Lula foi a Sharm El-Sheik, no tão simbólico Egito, e pôs em relevo o compromisso brasileiro com a gestão ambiental. Visitou a Argentina na primeira agenda internacional após o empossamento, indicando maior integração entre os dois países. Dobrou a aposta regional na CELAC (Comunidade dos Estados de América Latina e Caribe), outrora bastante debilitada, e na OTCA (Organização do Tratado de Cooperação Amazônica), antes dormente.

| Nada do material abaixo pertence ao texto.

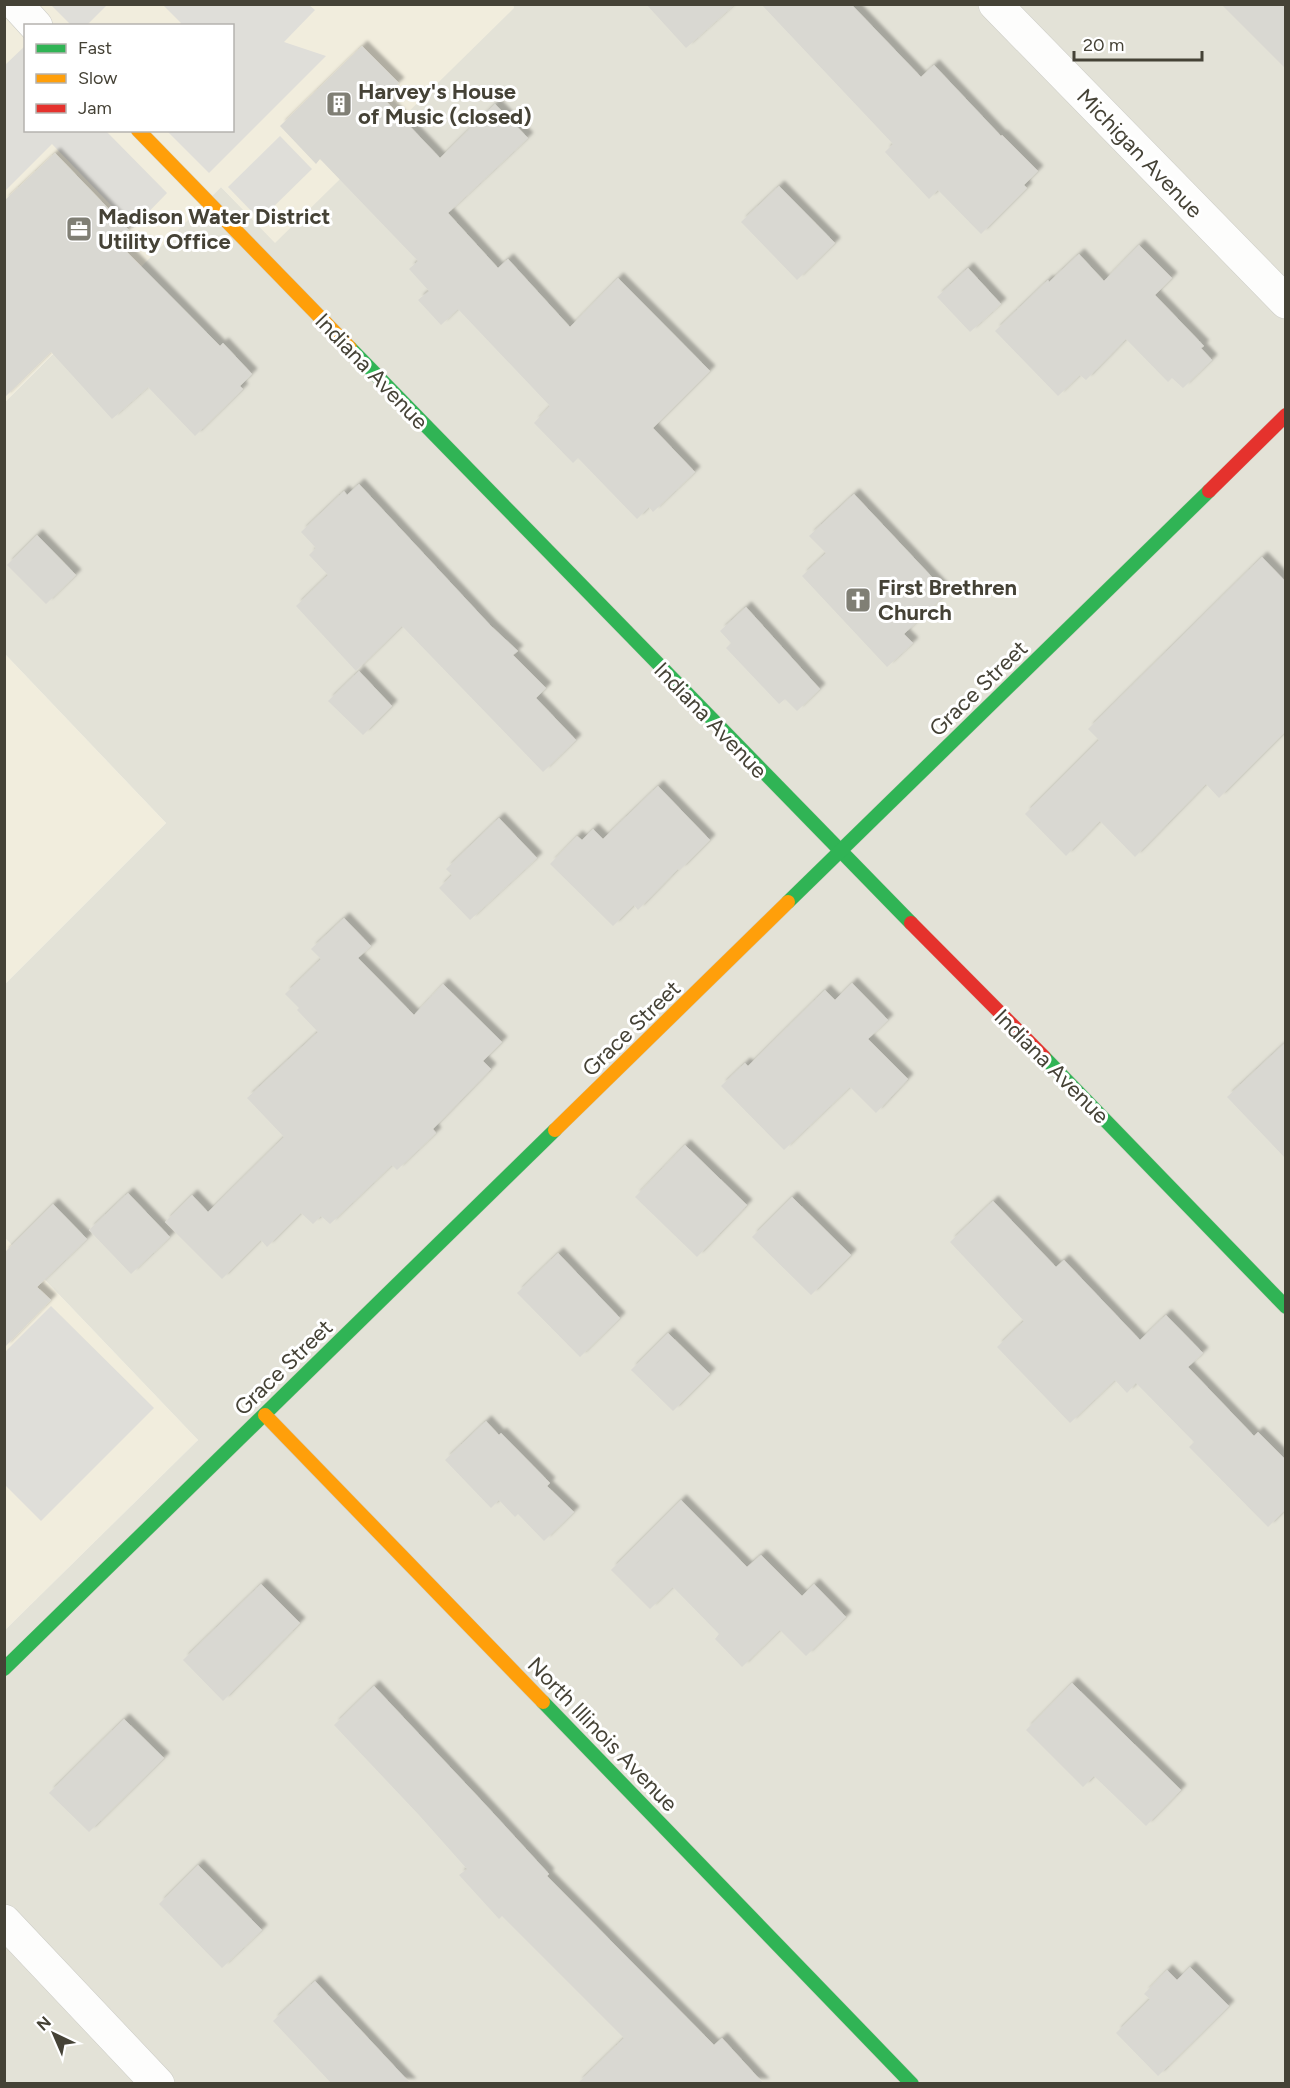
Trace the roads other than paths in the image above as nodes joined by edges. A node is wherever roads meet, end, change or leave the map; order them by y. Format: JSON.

O presidente brasileiro consultou-se com o homólogo francês, ao telefone, e com o chanceler alemão, em pessoa. Para não causar cizânia, tratou de agendar visitas consecutivas a Joe Biden e Xi Jinping. Sugeriu um “clube da paz” para levar a estabilidade à Ucrânia – sem deixar de relembrar a polêmica tentativa de induzir o Irã, em 2010, a um arranjo de cooperação nuclear. Elaborou planos para a proteção da democracia e o combate às fake news. Isso tudo, sempre bom registrar, em pouco mais de 2 meses.

Entusiasta da diplomacia presidencial, o chefe de Estado brasileiro parece ter captado o espírito do seu tempo. E não há, no mundo atual, outro líder em condições de desempenhar o papel principal no "remake" de Bandung. Decididamente, a ideia abstrata do NAA ganhou um corpo para chamar de seu.